**WHAT YOU ARE ASKED TO DO:** Please repeat the whole listing exactly, but leave the pictures out.

**SUPPLIED MATERIAL:**
★ ★ ★ ★ ★ ★ ★

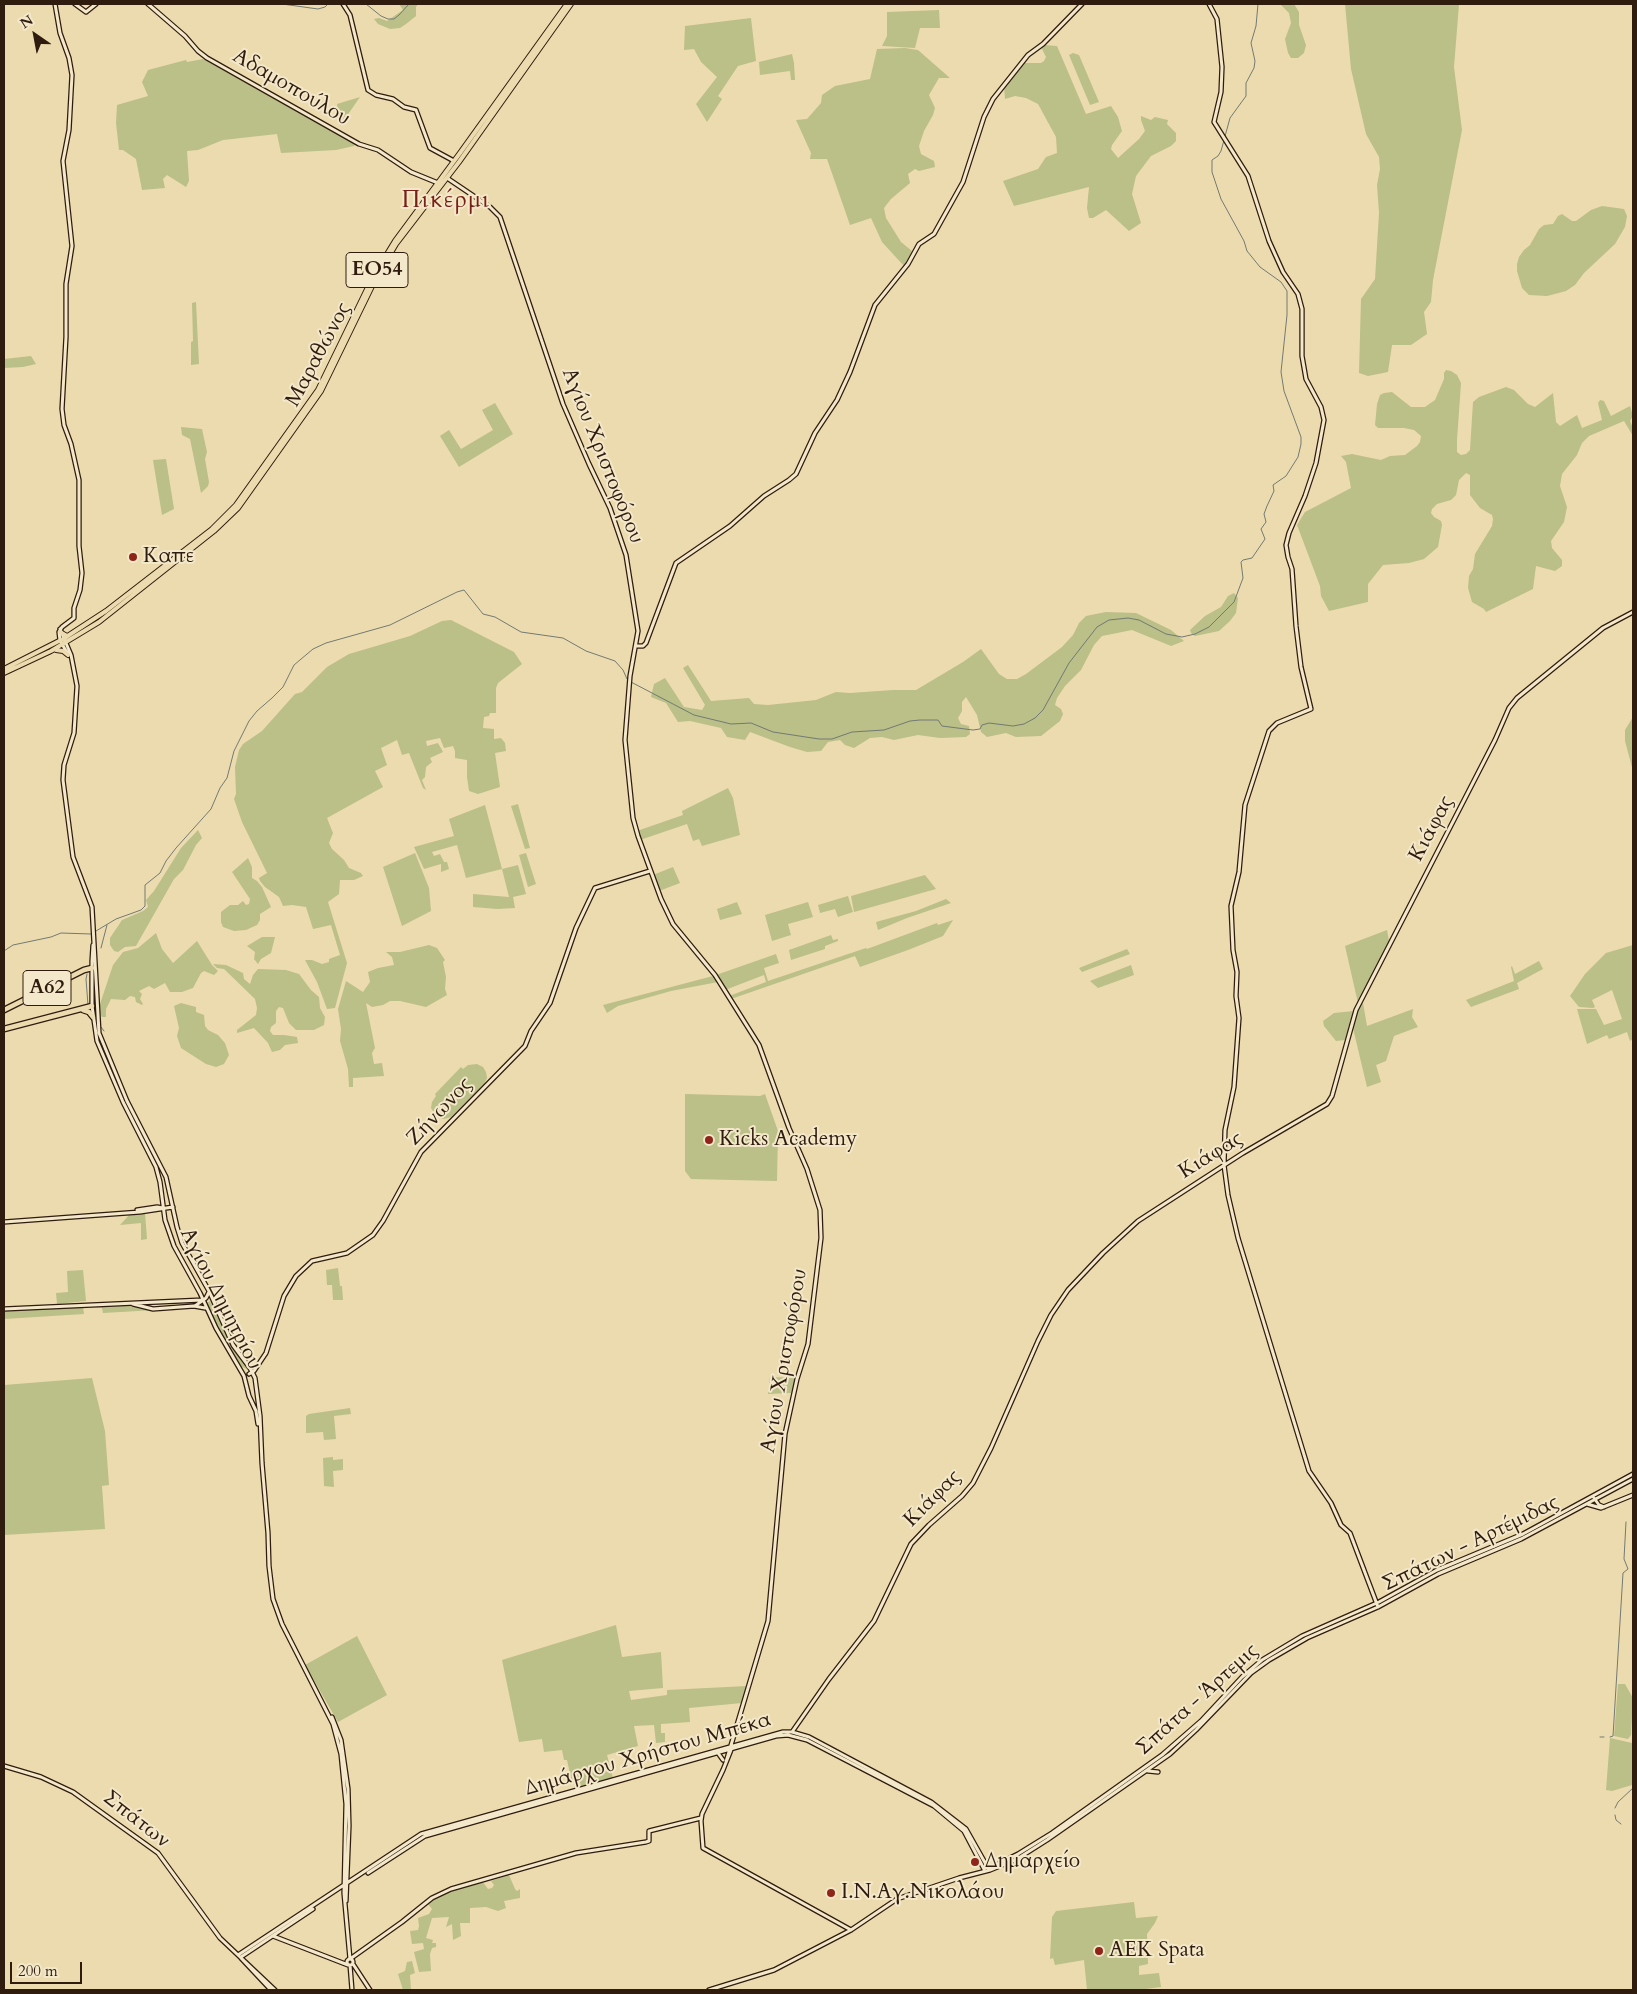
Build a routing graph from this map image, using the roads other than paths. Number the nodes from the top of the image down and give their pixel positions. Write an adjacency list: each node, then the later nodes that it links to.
1 (55, 4): 13 (street)
2 (75, 4): 3 (street)
3 (96, 4)
4 (148, 4): 11 (street, Αδαμοπούλου)
5 (344, 4): 9 (street)
6 (569, 4): 9 (main road, Μαραθώνος / ΕΟ54)
7 (1082, 4): 16 (street)
8 (1209, 4): 28 (street)
9 (456, 163): 10 (main road, Μαραθώνος / ΕΟ54)
10 (445, 176): 11 (main road, Μαραθώνος / ΕΟ54); 16 (street, Αγίου Χριστοφόρου)
11 (439, 185): 14 (main road, Μαραθώνος / ΕΟ54); 15 (main road, Μαραθώνος / ΕΟ54)
12 (1633, 612): 28 (street, Κιάφας)
13 (60, 630): 14 (main road); 15 (street)
14 (69, 636): 15 (main road, Μαραθώνος / ΕΟ54)
15 (63, 642): 17 (main road, Μαραθώνος / ΕΟ54); 18 (street); 19 (street); 20 (main road, Μαραθώνος / ΕΟ54)
16 (636, 646): 21 (street, Αγίου Χριστοφόρου)
17 (51, 651): 18 (main road); 20 (main road, Μαραθώνος / ΕΟ54)
18 (68, 654): 19 (street)
19 (72, 660): 22 (street)
20 (4, 671)
21 (650, 871): 47 (street, Ζήνωνος); 61 (street, Αγίου Χριστοφόρου)
22 (94, 968): 23 (street); 23 (street, Αγίου Δημητρίου); 24 (highway, Α62)
23 (95, 1005): 25 (highway); 26 (street, Αγίου Δημητρίου); 31 (street, Αγίου Δημητρίου)
24 (4, 1010)
25 (81, 1010): 26 (highway); 27 (highway, Α62)
26 (93, 1017): 29 (street, Αγίου Δημητρίου)
27 (4, 1029)
28 (1224, 1165): 58 (street); 60 (street, Κιάφας)
29 (162, 1195): 30 (street); 32 (street, Αγίου Δημητρίου)
30 (157, 1207): 32 (street); 33 (street)
31 (173, 1207): 32 (street); 36 (street, Αγίου Δημητρίου)
32 (164, 1208): 33 (street); 35 (street, Αγίου Δημητρίου)
33 (131, 1212): 34 (street)
34 (4, 1222)
35 (197, 1288): 37 (street); 38 (street, Αγίου Δημητρίου)
36 (209, 1291): 38 (street); 40 (street, Αγίου Δημητρίου)
37 (195, 1299): 38 (street); 39 (street)
38 (204, 1299): 40 (street); 42 (street); 45 (street, Αγίου Δημητρίου)
39 (154, 1301): 41 (street); 43 (street)
40 (214, 1301): 47 (street, Αγίου Δημητρίου)
41 (130, 1303): 43 (street); 44 (street)
42 (194, 1306): 43 (street); 45 (street)
43 (159, 1308)
44 (4, 1309)
45 (207, 1309): 46 (street, Αγίου Δημητρίου)
46 (241, 1371): 47 (street); 48 (street, Αγίου Δημητρίου)
47 (251, 1373): 48 (street); 49 (street, Αγίου Δημητρίου)
48 (245, 1381): 49 (street, Αγίου Δημητρίου)
49 (260, 1427): 71 (street, Αγίου Δημητρίου)
50 (1633, 1474): 53 (street, Σπάτων - Αρτέμιδας)
51 (1633, 1479): 53 (street, Σπάτων - Αρτέμιδας)
52 (1633, 1494): 56 (street)
53 (1593, 1498): 54 (street, Σπάτων - Αρτέμιδας); 55 (street); 56 (street); 57 (street, Σπάτων - Αρτέμιδας)
54 (1586, 1504): 55 (street); 58 (street, Σπάτων - Αρτέμιδας)
55 (1595, 1506): 56 (street)
56 (1604, 1507)
57 (1437, 1570): 58 (street, Σπάτα - Άρτεμις)
58 (1378, 1604): 59 (street, Σπάτων - Αρτέμιδας); 69 (street, Σπάτα - Άρτεμις)
59 (1321, 1632): 65 (street, Σπάτα - Άρτεμις)
60 (792, 1732): 61 (street, Δημάρχου Χρήστου Μπέκα); 68 (street, Δημάρχου Χρήστου Μπέκα)
61 (730, 1748): 62 (street, Δημάρχου Χρήστου Μπέκα); 63 (street, Αγίου Χριστοφόρου); 70 (street, Δημάρχου Χρήστου Μπέκα); 71 (street, Δημάρχου Χρήστου Μπέκα)
62 (717, 1753): 63 (street); 71 (street, Δημάρχου Χρήστου Μπέκα)
63 (724, 1761): 67 (street, Αγίου Χριστοφόρου)
64 (4, 1766): 74 (street, Σπάτων)
65 (1147, 1771): 66 (street); 70 (street, Σπάτα - Άρτεμις)
66 (1158, 1772)
67 (701, 1818): 72 (street); 75 (street)
68 (984, 1862): 69 (street); 70 (street, Δημάρχου Χρήστου Μπέκα)
69 (996, 1864): 70 (street, Σπάτα - Άρτεμις)
70 (986, 1870): 72 (street)
71 (345, 1886): 73 (street, Δημάρχου Χρήστου Μπέκα); 74 (street, Δημάρχου Χρήστου Μπέκα); 75 (street, Αγίου Δημητρίου)
72 (851, 1930): 80 (street)
73 (272, 1936): 74 (street, Δημάρχου Χρήστου Μπέκα); 76 (street)
74 (240, 1956): 77 (street, Σπάτων)
75 (350, 1959): 76 (street)
76 (351, 1965): 78 (street); 79 (street)
77 (273, 1990)
78 (352, 1990)
79 (370, 1990)
80 (709, 1990)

★ ★ ★ ★ ★ ★ ★

**ANSWER TO THE EXERCISE:**
Build a routing graph from this map image, using the roads other than paths. Number the nodes from the top of the image down and give their pixel positions. Write an adjacency list: each node, then the later nodes that it links to.
1 (55, 4): 13 (street)
2 (75, 4): 3 (street)
3 (96, 4)
4 (148, 4): 11 (street, Αδαμοπούλου)
5 (344, 4): 9 (street)
6 (569, 4): 9 (main road, Μαραθώνος / ΕΟ54)
7 (1082, 4): 16 (street)
8 (1209, 4): 28 (street)
9 (456, 163): 10 (main road, Μαραθώνος / ΕΟ54)
10 (445, 176): 11 (main road, Μαραθώνος / ΕΟ54); 16 (street, Αγίου Χριστοφόρου)
11 (439, 185): 14 (main road, Μαραθώνος / ΕΟ54); 15 (main road, Μαραθώνος / ΕΟ54)
12 (1633, 612): 28 (street, Κιάφας)
13 (60, 630): 14 (main road); 15 (street)
14 (69, 636): 15 (main road, Μαραθώνος / ΕΟ54)
15 (63, 642): 17 (main road, Μαραθώνος / ΕΟ54); 18 (street); 19 (street); 20 (main road, Μαραθώνος / ΕΟ54)
16 (636, 646): 21 (street, Αγίου Χριστοφόρου)
17 (51, 651): 18 (main road); 20 (main road, Μαραθώνος / ΕΟ54)
18 (68, 654): 19 (street)
19 (72, 660): 22 (street)
20 (4, 671)
21 (650, 871): 47 (street, Ζήνωνος); 61 (street, Αγίου Χριστοφόρου)
22 (94, 968): 23 (street); 23 (street, Αγίου Δημητρίου); 24 (highway, Α62)
23 (95, 1005): 25 (highway); 26 (street, Αγίου Δημητρίου); 31 (street, Αγίου Δημητρίου)
24 (4, 1010)
25 (81, 1010): 26 (highway); 27 (highway, Α62)
26 (93, 1017): 29 (street, Αγίου Δημητρίου)
27 (4, 1029)
28 (1224, 1165): 58 (street); 60 (street, Κιάφας)
29 (162, 1195): 30 (street); 32 (street, Αγίου Δημητρίου)
30 (157, 1207): 32 (street); 33 (street)
31 (173, 1207): 32 (street); 36 (street, Αγίου Δημητρίου)
32 (164, 1208): 33 (street); 35 (street, Αγίου Δημητρίου)
33 (131, 1212): 34 (street)
34 (4, 1222)
35 (197, 1288): 37 (street); 38 (street, Αγίου Δημητρίου)
36 (209, 1291): 38 (street); 40 (street, Αγίου Δημητρίου)
37 (195, 1299): 38 (street); 39 (street)
38 (204, 1299): 40 (street); 42 (street); 45 (street, Αγίου Δημητρίου)
39 (154, 1301): 41 (street); 43 (street)
40 (214, 1301): 47 (street, Αγίου Δημητρίου)
41 (130, 1303): 43 (street); 44 (street)
42 (194, 1306): 43 (street); 45 (street)
43 (159, 1308)
44 (4, 1309)
45 (207, 1309): 46 (street, Αγίου Δημητρίου)
46 (241, 1371): 47 (street); 48 (street, Αγίου Δημητρίου)
47 (251, 1373): 48 (street); 49 (street, Αγίου Δημητρίου)
48 (245, 1381): 49 (street, Αγίου Δημητρίου)
49 (260, 1427): 71 (street, Αγίου Δημητρίου)
50 (1633, 1474): 53 (street, Σπάτων - Αρτέμιδας)
51 (1633, 1479): 53 (street, Σπάτων - Αρτέμιδας)
52 (1633, 1494): 56 (street)
53 (1593, 1498): 54 (street, Σπάτων - Αρτέμιδας); 55 (street); 56 (street); 57 (street, Σπάτων - Αρτέμιδας)
54 (1586, 1504): 55 (street); 58 (street, Σπάτων - Αρτέμιδας)
55 (1595, 1506): 56 (street)
56 (1604, 1507)
57 (1437, 1570): 58 (street, Σπάτα - Άρτεμις)
58 (1378, 1604): 59 (street, Σπάτων - Αρτέμιδας); 69 (street, Σπάτα - Άρτεμις)
59 (1321, 1632): 65 (street, Σπάτα - Άρτεμις)
60 (792, 1732): 61 (street, Δημάρχου Χρήστου Μπέκα); 68 (street, Δημάρχου Χρήστου Μπέκα)
61 (730, 1748): 62 (street, Δημάρχου Χρήστου Μπέκα); 63 (street, Αγίου Χριστοφόρου); 70 (street, Δημάρχου Χρήστου Μπέκα); 71 (street, Δημάρχου Χρήστου Μπέκα)
62 (717, 1753): 63 (street); 71 (street, Δημάρχου Χρήστου Μπέκα)
63 (724, 1761): 67 (street, Αγίου Χριστοφόρου)
64 (4, 1766): 74 (street, Σπάτων)
65 (1147, 1771): 66 (street); 70 (street, Σπάτα - Άρτεμις)
66 (1158, 1772)
67 (701, 1818): 72 (street); 75 (street)
68 (984, 1862): 69 (street); 70 (street, Δημάρχου Χρήστου Μπέκα)
69 (996, 1864): 70 (street, Σπάτα - Άρτεμις)
70 (986, 1870): 72 (street)
71 (345, 1886): 73 (street, Δημάρχου Χρήστου Μπέκα); 74 (street, Δημάρχου Χρήστου Μπέκα); 75 (street, Αγίου Δημητρίου)
72 (851, 1930): 80 (street)
73 (272, 1936): 74 (street, Δημάρχου Χρήστου Μπέκα); 76 (street)
74 (240, 1956): 77 (street, Σπάτων)
75 (350, 1959): 76 (street)
76 (351, 1965): 78 (street); 79 (street)
77 (273, 1990)
78 (352, 1990)
79 (370, 1990)
80 (709, 1990)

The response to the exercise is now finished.